The paper “Estimating Causal Effects of BRI Infrastructure Projects Based on the Synthetic Control Method” (Li et al. 2021) studies regional treatment effects of infrastructure projects on employment and transport volumes using the synthetic control in two regions Duisburg and Piraeus. Piraeus represents the maritime transport mode, whereas Duisburg represents the railway transport mode. Their results show that the impact of infrastructure investments on maritime transportation in Piraeus is very significant. The impact of infrastructure investments is greater in regions with a shortage of infrastructure investments comparing to regions with abundant infrastructure facilities.

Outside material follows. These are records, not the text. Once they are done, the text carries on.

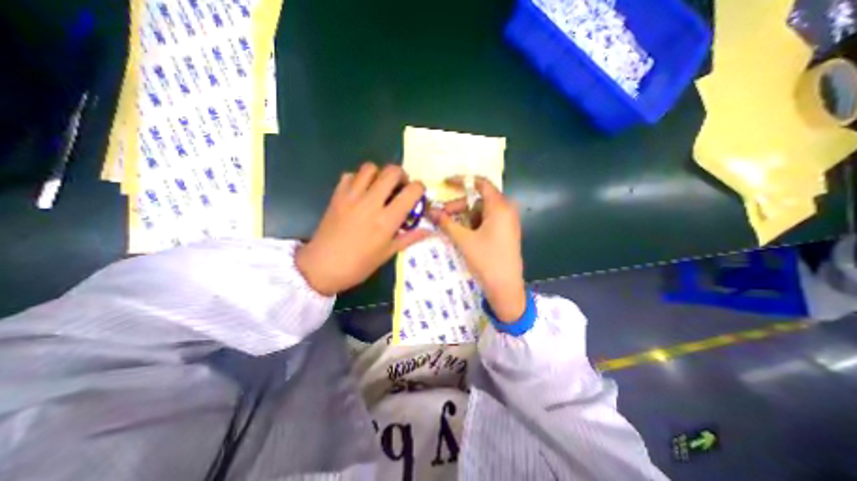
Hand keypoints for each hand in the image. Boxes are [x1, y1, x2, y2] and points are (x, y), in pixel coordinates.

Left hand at [298, 163, 431, 293]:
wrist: (322, 267)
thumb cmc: (359, 265)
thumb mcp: (387, 253)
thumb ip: (409, 238)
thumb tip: (428, 230)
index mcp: (387, 220)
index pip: (411, 192)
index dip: (419, 188)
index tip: (418, 194)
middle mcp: (371, 203)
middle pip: (391, 172)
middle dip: (401, 175)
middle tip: (400, 187)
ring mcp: (351, 197)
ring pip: (370, 168)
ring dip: (380, 174)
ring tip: (380, 187)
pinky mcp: (337, 196)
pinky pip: (350, 176)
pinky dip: (359, 179)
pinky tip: (361, 192)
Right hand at [428, 176, 528, 323]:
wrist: (506, 288)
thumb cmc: (486, 261)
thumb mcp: (464, 240)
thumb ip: (446, 223)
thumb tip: (430, 211)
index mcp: (499, 207)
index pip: (481, 183)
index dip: (462, 181)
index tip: (446, 183)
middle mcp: (506, 210)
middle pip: (479, 199)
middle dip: (459, 205)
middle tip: (442, 215)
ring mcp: (508, 222)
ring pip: (482, 211)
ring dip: (465, 216)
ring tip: (449, 226)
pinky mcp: (506, 232)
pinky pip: (488, 220)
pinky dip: (474, 223)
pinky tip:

The paper “The Impact of Infrastructure on Trade in Central Asia” (Karymshakov and Sulaimanova 2021) investigates the impact of infrastructure on trade in Kazakhstan, the Kyrgyz Republic, and Tajikistan using panel data of the bilateral trade flows from the national statistical agencies of Kazakhstan and the Kyrgyz Republic; as well as from the National Bank of Tajikistan over the period 2010‒2018. The average exports and imports of/to Central Asia are USD379 and USD253 million respectively. The major trade partners of Central Asian countries are mainly located in Eurasia. For Kazakhstan, the major trade partners include Italy, the Russian Federation, France, the Netherlands, and the People’s Republic of China. For the Kyrgyz Republic, the main trade partners include Kazakhstan, the United Kingdom, the Russian Federation, and Turkey. Major trade partners of Tajikistan are the Russian Federation, the People’s Republic of China, Italy, Uzbekistan, Kazakhstan and Turkey. Their results show that both the quality and quantity of infrastructure in Central Asia have a positive impact on trade flows. Based on their empirical evidence, Karymshakov and Sulaimanova (2021) provide the following policy recommendations. Facilitation of regional trade should be based on regional infrastructure development and regional cooperation. The impact of transportation infrastructure varies across types of transportation. For example, 1% increase in the number of takeoffs of air carriers, would increase exports by 8.9% and imports by 5.64%. Meanwhile, increasing the total route of rail lines by 1% leads to an increase of exports by 17.2% and imports by 17.6%. Infrastructure projects should be supported by other policies that create a favorable environment for international trade facilitation, such as decrease in the regulatory burden.

The paper “China connecting Europe?” (Gruebler 2021) compares the impact from the infrastructure investment projects across the EU countries. The results show that the Western Balkans are expected to economically benefit the most among European countries from the BRI, due to high deficiencies in infrastructure.